A Priest was being honoured at his retirement dinner after 40 years in the parish.

A leading local figure and member of the congregation was chosen to make the presentation and to give a little speech at the dinner.

However, he was delayed, so the Priest decided to say his own few words while they waited.

“I got my first impression of the parish from the first confession I heard here. I thought I had been assigned to a terrible place. The very first person who entered my confessional told me he had stolen a television set and, when questioned by the police, was able to lie his way out of it.

He had stolen money from his parents; embezzled from his employer; had an affair with his boss’s wife; had sex with his boss’s 17-year old daughter on numerous occasions; taken illegal drugs; had several homosexual affairs; was arrested several times for public nudity and gave a STD (sexual transmitted disease) to his sister-in-law. I was appalled that one person could do so many awful things.

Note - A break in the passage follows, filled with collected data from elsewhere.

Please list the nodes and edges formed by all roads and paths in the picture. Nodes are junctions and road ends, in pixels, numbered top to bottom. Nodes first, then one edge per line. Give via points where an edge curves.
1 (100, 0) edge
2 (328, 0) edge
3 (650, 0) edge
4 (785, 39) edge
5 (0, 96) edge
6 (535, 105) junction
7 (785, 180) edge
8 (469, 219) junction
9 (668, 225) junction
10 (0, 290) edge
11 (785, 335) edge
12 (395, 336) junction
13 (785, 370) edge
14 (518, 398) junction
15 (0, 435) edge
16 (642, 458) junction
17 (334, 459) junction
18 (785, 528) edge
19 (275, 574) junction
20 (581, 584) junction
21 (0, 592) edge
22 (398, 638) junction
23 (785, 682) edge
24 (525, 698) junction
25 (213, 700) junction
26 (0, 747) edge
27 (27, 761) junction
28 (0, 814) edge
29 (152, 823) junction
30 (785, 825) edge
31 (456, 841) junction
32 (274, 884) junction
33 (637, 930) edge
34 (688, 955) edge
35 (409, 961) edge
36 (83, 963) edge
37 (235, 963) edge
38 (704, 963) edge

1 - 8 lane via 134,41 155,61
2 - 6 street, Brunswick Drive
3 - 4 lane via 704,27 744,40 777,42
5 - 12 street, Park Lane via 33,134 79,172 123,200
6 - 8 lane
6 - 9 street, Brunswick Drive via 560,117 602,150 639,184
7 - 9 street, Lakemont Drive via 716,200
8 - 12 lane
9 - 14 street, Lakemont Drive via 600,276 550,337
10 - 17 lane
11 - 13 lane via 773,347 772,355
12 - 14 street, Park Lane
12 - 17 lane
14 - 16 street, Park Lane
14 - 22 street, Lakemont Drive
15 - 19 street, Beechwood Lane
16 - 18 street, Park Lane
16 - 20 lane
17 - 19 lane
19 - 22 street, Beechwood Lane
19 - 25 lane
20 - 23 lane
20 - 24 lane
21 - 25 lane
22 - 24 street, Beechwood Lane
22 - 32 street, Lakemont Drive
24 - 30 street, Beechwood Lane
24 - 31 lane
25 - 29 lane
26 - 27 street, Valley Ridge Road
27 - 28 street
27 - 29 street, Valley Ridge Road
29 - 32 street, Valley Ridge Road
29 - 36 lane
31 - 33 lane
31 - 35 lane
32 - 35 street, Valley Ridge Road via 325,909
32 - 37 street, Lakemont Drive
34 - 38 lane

But as the days went on, I learned that my people were not all like that and I had, indeed, come to a fine parish full of good and loving people.”

Just as the Priest finished his talk, the politician arrived full of apologies at being late. He immediately began to make the presentation and gave his talk.

“I’ll never forget the first day our parish Priest arrived, said the politician. In fact, I had the honour of being the first person to go to him for confession.”

Moral: Never, Never, Never Be Late.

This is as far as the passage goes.